*The problem*.
The whole listing, except its pictures, is to be repeated exactly.

*Data provided*.
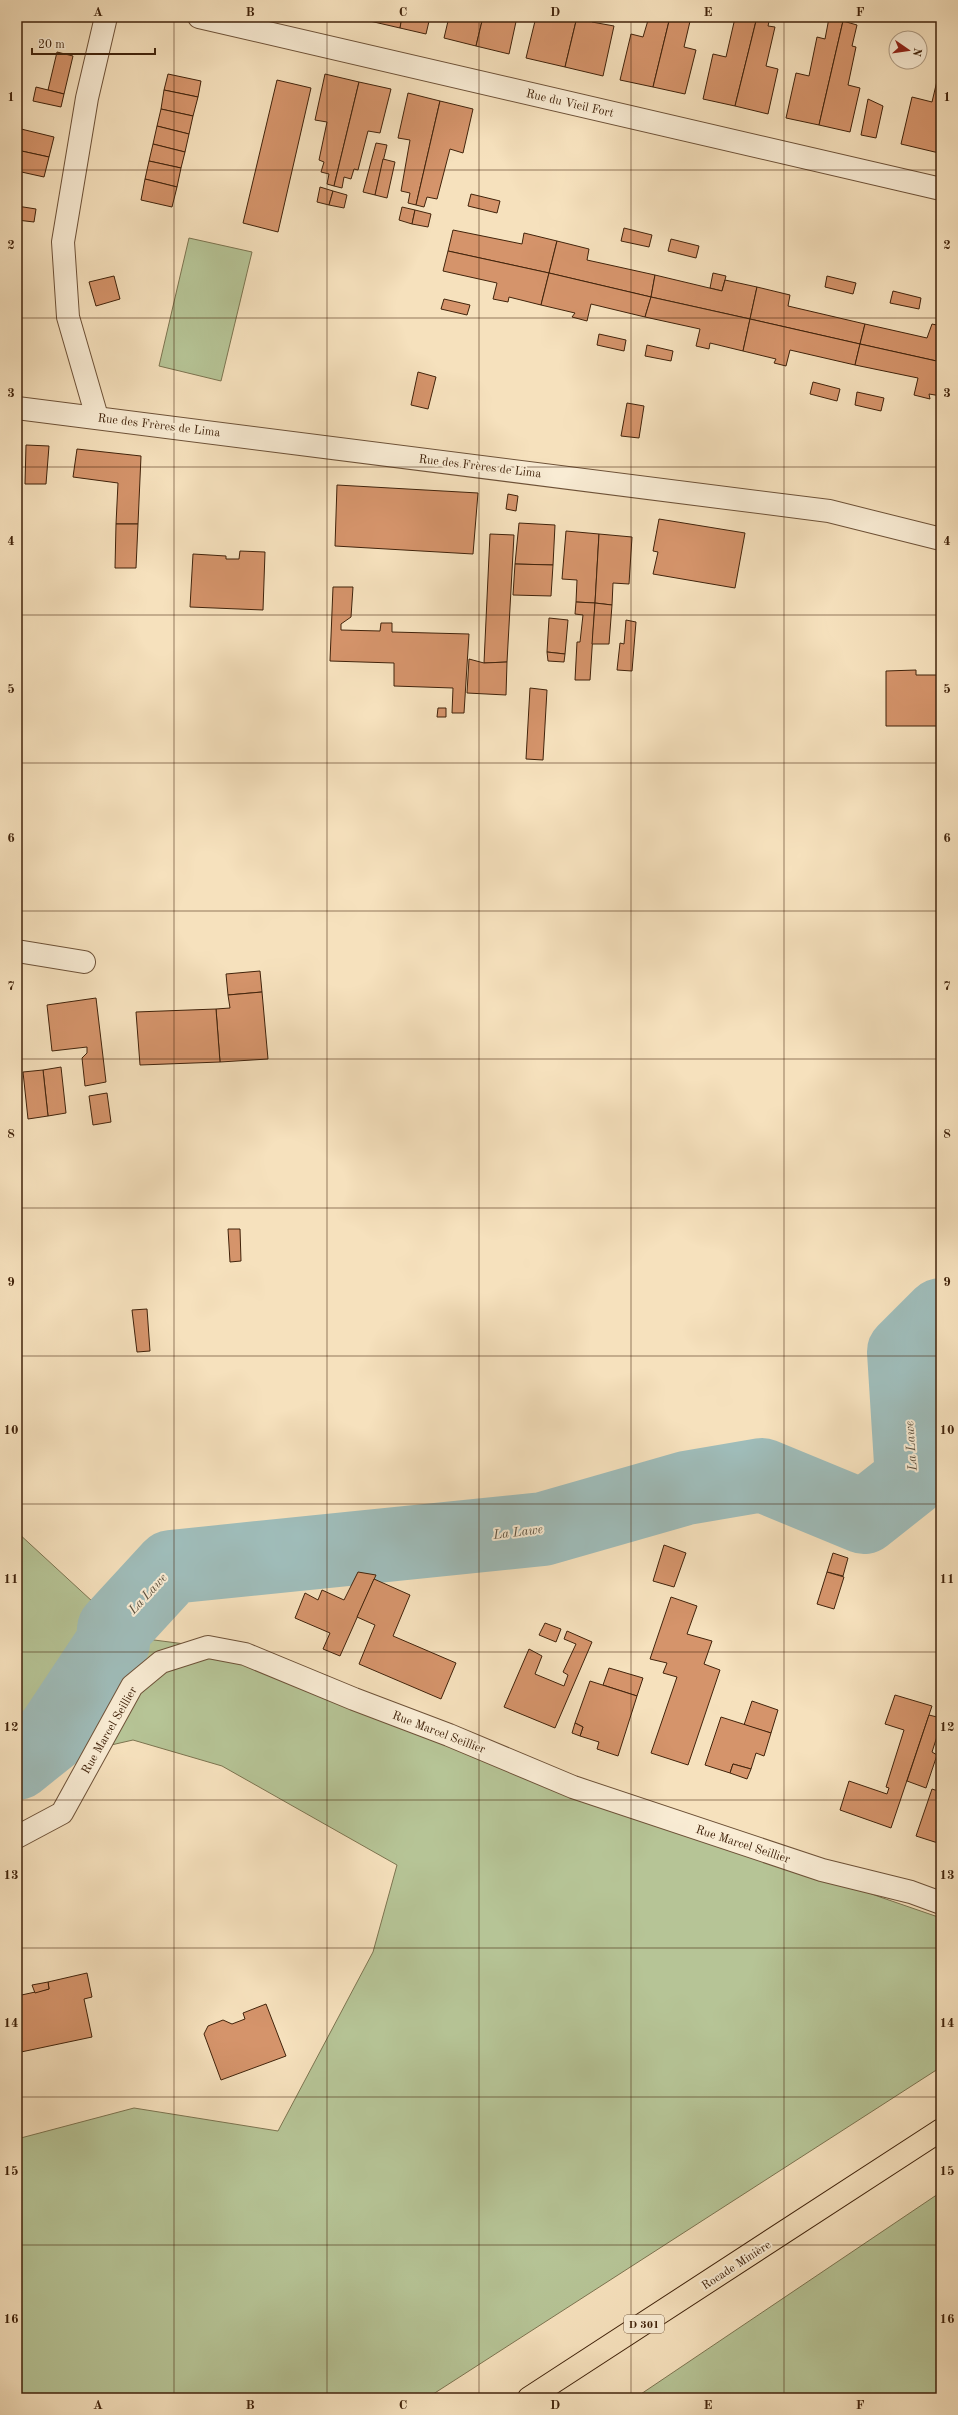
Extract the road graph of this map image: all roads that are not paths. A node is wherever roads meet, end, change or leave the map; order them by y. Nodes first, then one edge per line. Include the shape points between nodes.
1 (106, 17) edge
2 (199, 17) edge
3 (941, 189) edge
4 (17, 408) edge
5 (97, 417) junction
6 (941, 539) edge
7 (17, 951) edge
8 (84, 962) dead end
9 (17, 1837) edge
10 (941, 1903) edge
11 (941, 2130) edge
12 (529, 2398) edge

1 - 5 street via 87,98 63,242 68,316
2 - 3 street, Rue du Vieil Fort
4 - 5 street, Rue des Frères de Lima
5 - 6 street, Rue des Frères de Lima via 829,511
7 - 8 street
9 - 10 street, Rue Marcel Seillier via 62,1813 132,1686 161,1662 208,1647 245,1654 573,1787 822,1870 911,1892
11 - 12 highway, Rocade Minière / D 301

*The answer*.
Extract the road graph of this map image: all roads that are not paths. A node is wherever roads meet, end, change or leave the map; order them by y. Nodes first, then one edge per line. Include the shape points between nodes.
1 (106, 17) edge
2 (199, 17) edge
3 (941, 189) edge
4 (17, 408) edge
5 (97, 417) junction
6 (941, 539) edge
7 (17, 951) edge
8 (84, 962) dead end
9 (17, 1837) edge
10 (941, 1903) edge
11 (941, 2130) edge
12 (529, 2398) edge

1 - 5 street via 87,98 63,242 68,316
2 - 3 street, Rue du Vieil Fort
4 - 5 street, Rue des Frères de Lima
5 - 6 street, Rue des Frères de Lima via 829,511
7 - 8 street
9 - 10 street, Rue Marcel Seillier via 62,1813 132,1686 161,1662 208,1647 245,1654 573,1787 822,1870 911,1892
11 - 12 highway, Rocade Minière / D 301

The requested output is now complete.